I must thank my friend Bala for forwarding this feature by Princeton lecturer James Shinn on the California Public Employees' Retirement System (CalPERS) for a New York-based magazine, Institutional Investor, http://bit.ly/yuDhYo, and saving me from the ignominy of not reading one of the most interesting and insightful pieces of investment writing in recent times.
Leveraging his rare access as one of the few people called by the CalPERS board for advice and drawing from the experiences of his exciting work life, which has taken him from Wall Street to Silicon Valley to Pentagon to Princeton, Shinn (www. jamesshinn.net) brings forth the vexing investing dilemma of our times, while painting a compelling picture of the $235-billion giant itself.
CalPERS had led the way in the 1980s and 1990s, moving a significant portion of its portfolio to risky assets, such as equities, real estate and foreign stocks. While the move helped it reduce the reliance on government grants during the boom years, it backfired in the crash of 2007-08, when the portfolio cracked by 38 per cent from $260 billion to $160 billion. Low interest rates have hit fixed income and chaotic markets have made equities a dangerous place.

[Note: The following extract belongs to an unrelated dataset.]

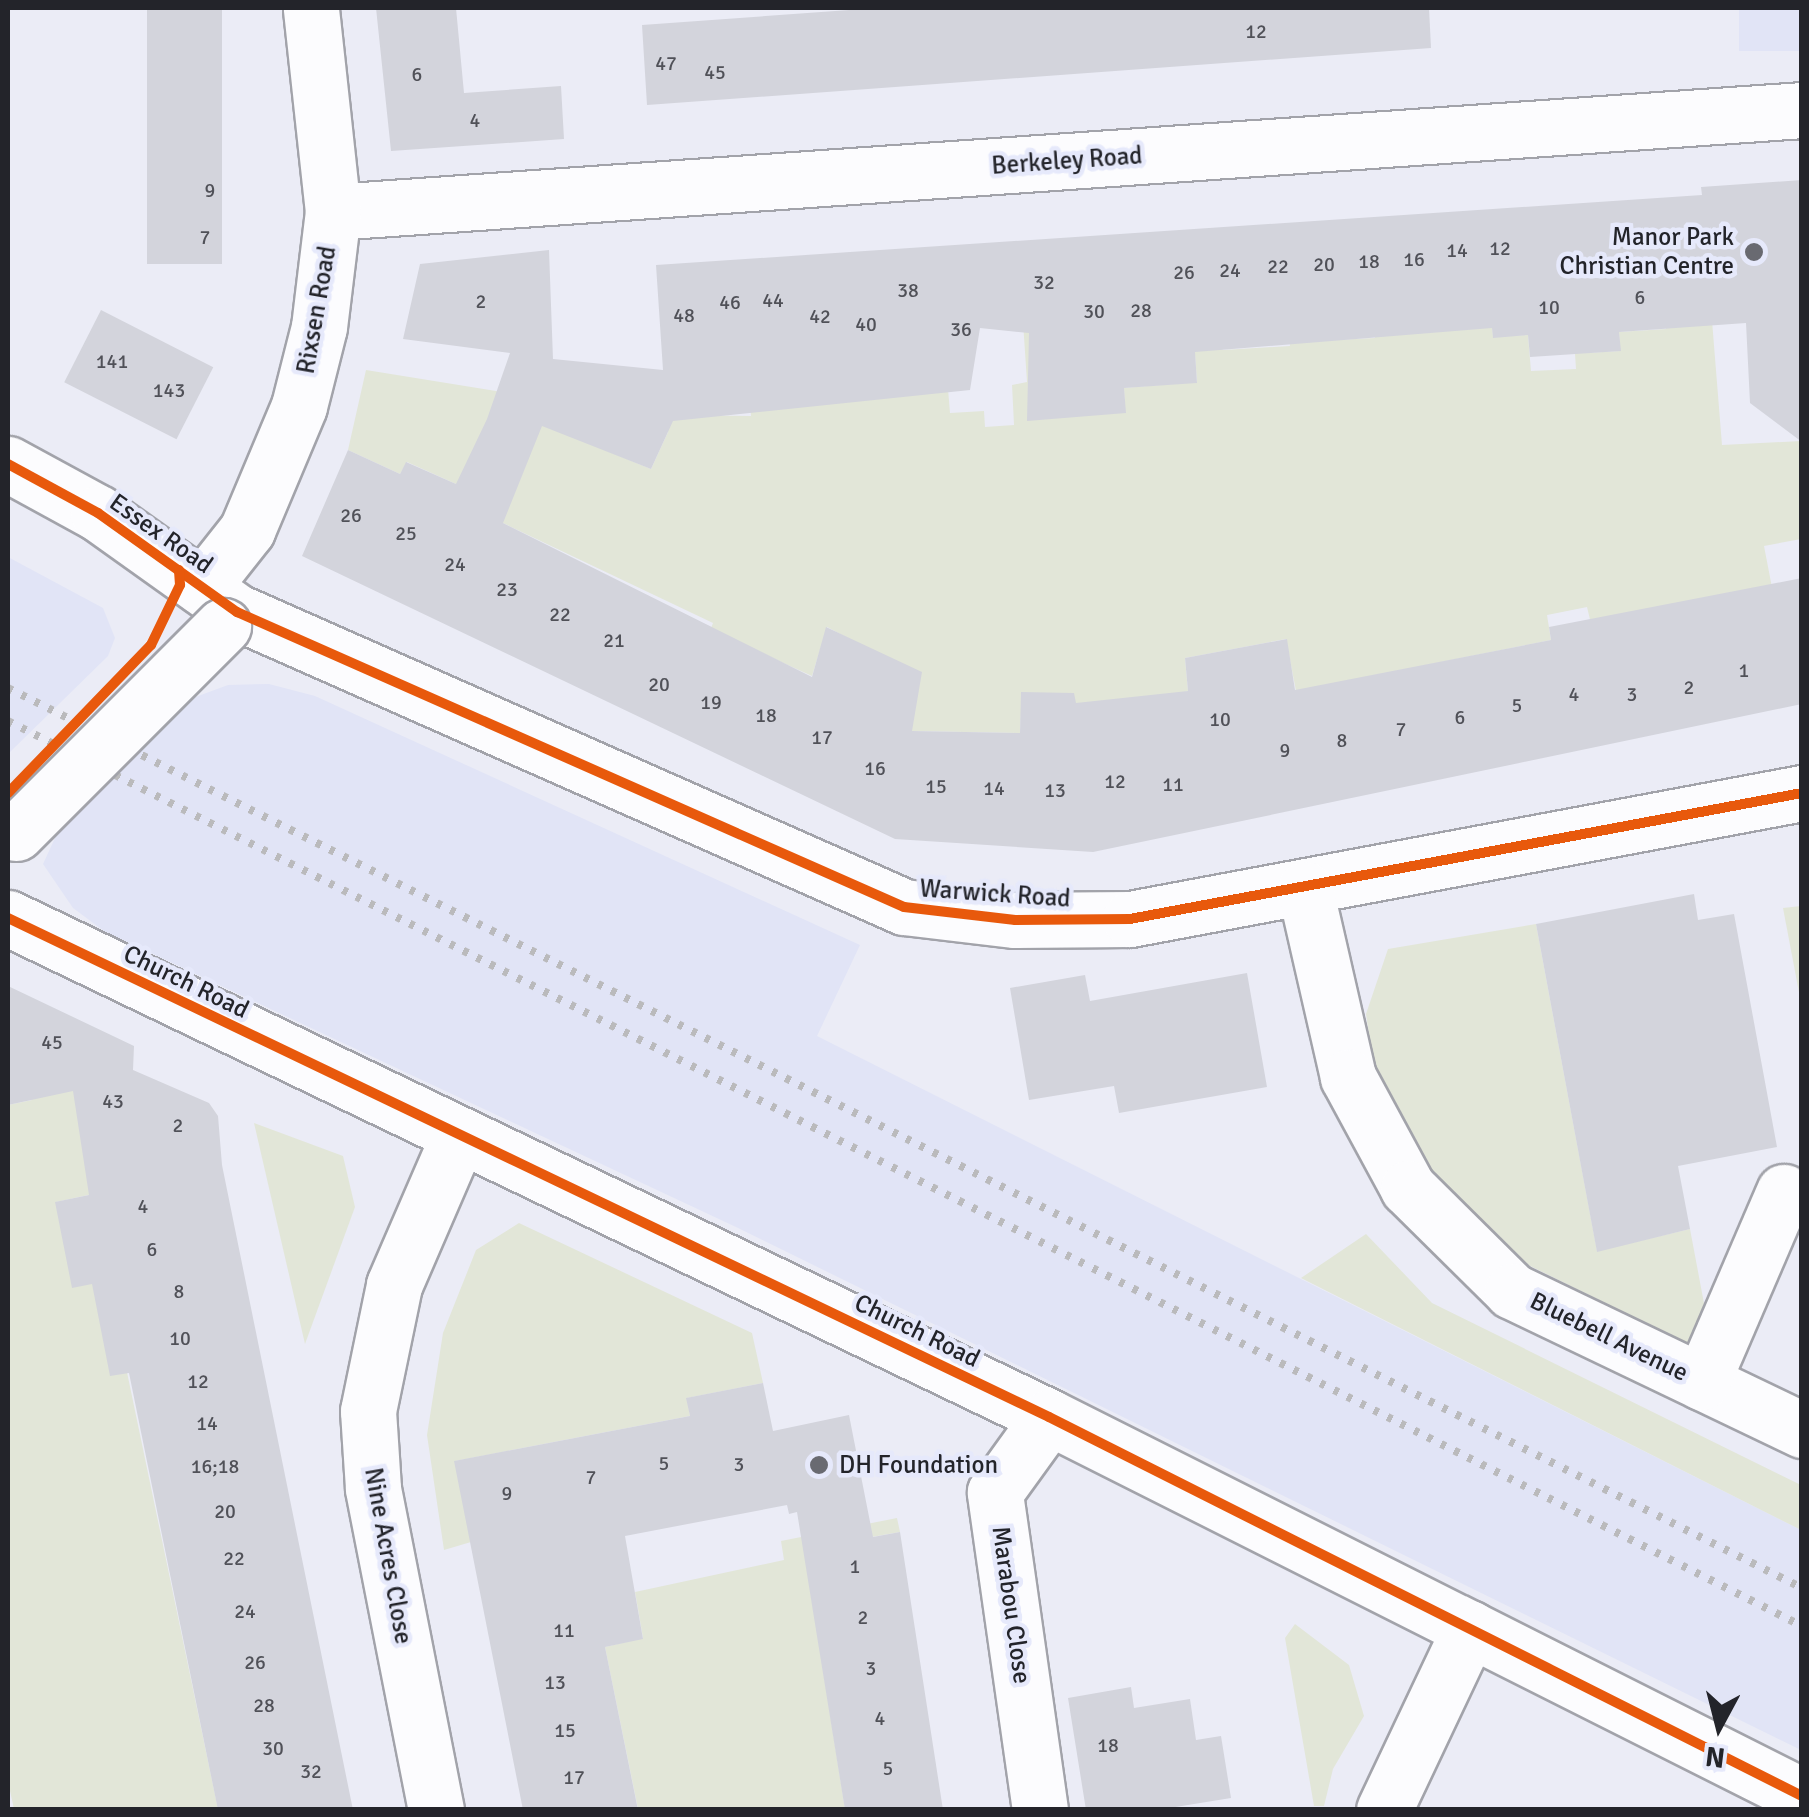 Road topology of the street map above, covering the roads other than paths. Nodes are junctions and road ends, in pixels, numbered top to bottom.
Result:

Shinn described how CalPERS had gone from being "everybody's hero, mine too" to a giant in crisis, wondering how to prop up its "liability-driven investment" model to achieve a 7.75 per cent returns target or face the wrath of taxpayers by asking for more government/employer assistance.
"I figured everybody in the room was intently aware that CalPERS had about $110 billion, or half of its portfolio, in listed stocks, whose official return was targeted at 7.75 per cent. I sympathised with the board's dilemma. I'd been uncomfortably calculating the likely return on the stocks in my personal portfolio over the previous few months and had realised that I had to either write down the expected return or go make some more money. Every saver, personal or institutional, was in the same boat," Shinn wrote. In a crisis atmosphere and increasingly volatile markets, "go make some more money" is easier said than done. One of the estimates put before CalPERS said, "We think five to six per cent is a reasonable expectation for stocks in the coming decade."

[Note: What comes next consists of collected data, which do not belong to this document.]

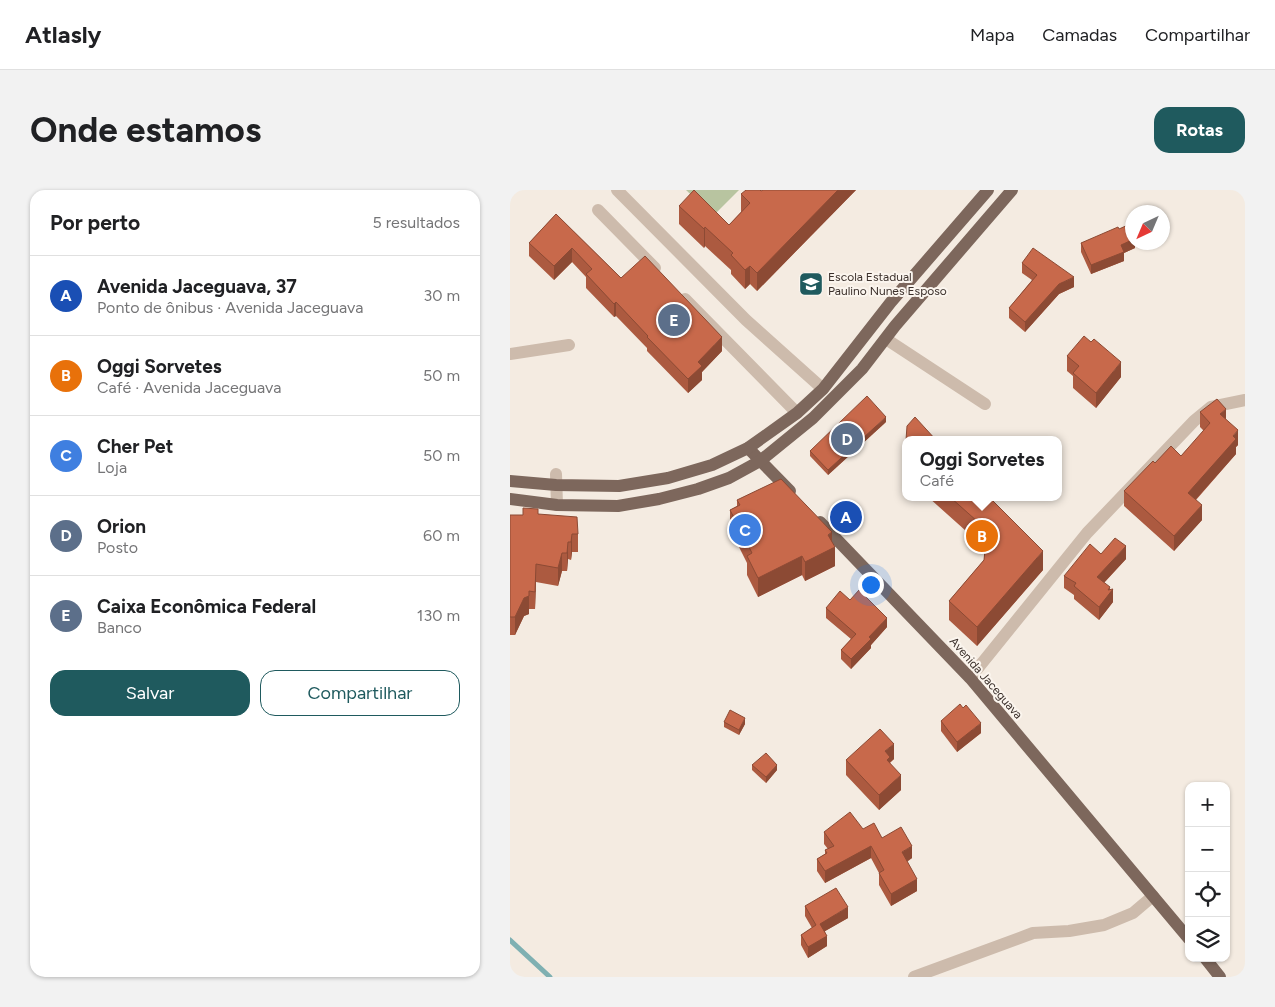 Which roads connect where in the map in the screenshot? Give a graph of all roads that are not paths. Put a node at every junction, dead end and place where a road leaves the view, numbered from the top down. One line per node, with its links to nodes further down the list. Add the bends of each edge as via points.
1 (617, 190): 8 (street, via 746,320)
2 (988, 190): 8 (main road, via 891,302)
3 (1012, 190): 5 (main road)
4 (598, 210): 11 (street)
5 (886, 339): 10 (street); 13 (main road, via 862,369 820,411)
6 (569, 345): 7 (street)
7 (510, 354)
8 (823, 389): 11 (main road)
9 (1245, 400): 20 (street, via 1211,407 1194,421 1087,533)
10 (985, 404)
11 (798, 413): 12 (main road)
12 (748, 448): 13 (main road); 14 (main road, via 712,465 668,478 619,486)
13 (760, 461): 17 (main road); 18 (main road, via 729,478 659,499 618,506)
14 (556, 479): 15 (main road); 18 (street)
15 (510, 481)
16 (510, 499): 18 (main road)
17 (798, 500)
18 (557, 504)
19 (810, 512): 20 (main road, Avenida Jaceguava)
20 (970, 678): 21 (main road, Avenida Jaceguava)
21 (1153, 896): 22 (main road, Avenida Jaceguava); 24 (street, via 1133,913 1104,925 1032,933)
22 (1185, 934)
23 (1208, 962): 25 (main road)
24 (914, 977)
25 (1220, 977)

Two days after the article was published, on March 14, CalPERS decided to cut its returns target to 7.5 per cent. CalPERS' is the story of any large institution trying to manage public money to meet fixed liabilities in the future. Back home, the Employees Provident Fund Organisation (EPFO) followed suit cutting returns, albeit to a significantly higher 8.25 per cent.
The Securities and Exchange Board of India chief, U K Sinha has been vocal about the need to get Indian pension money invested in equities. The finance minister last week has announced incentives for putting money into equities. Life Insurance Corporation has been merrily buying stocks worth thousands of crores.
But, the EPFO trustees, who have been shooting down equities all along, suddenly somehow look like "everybody's heroes, mine too".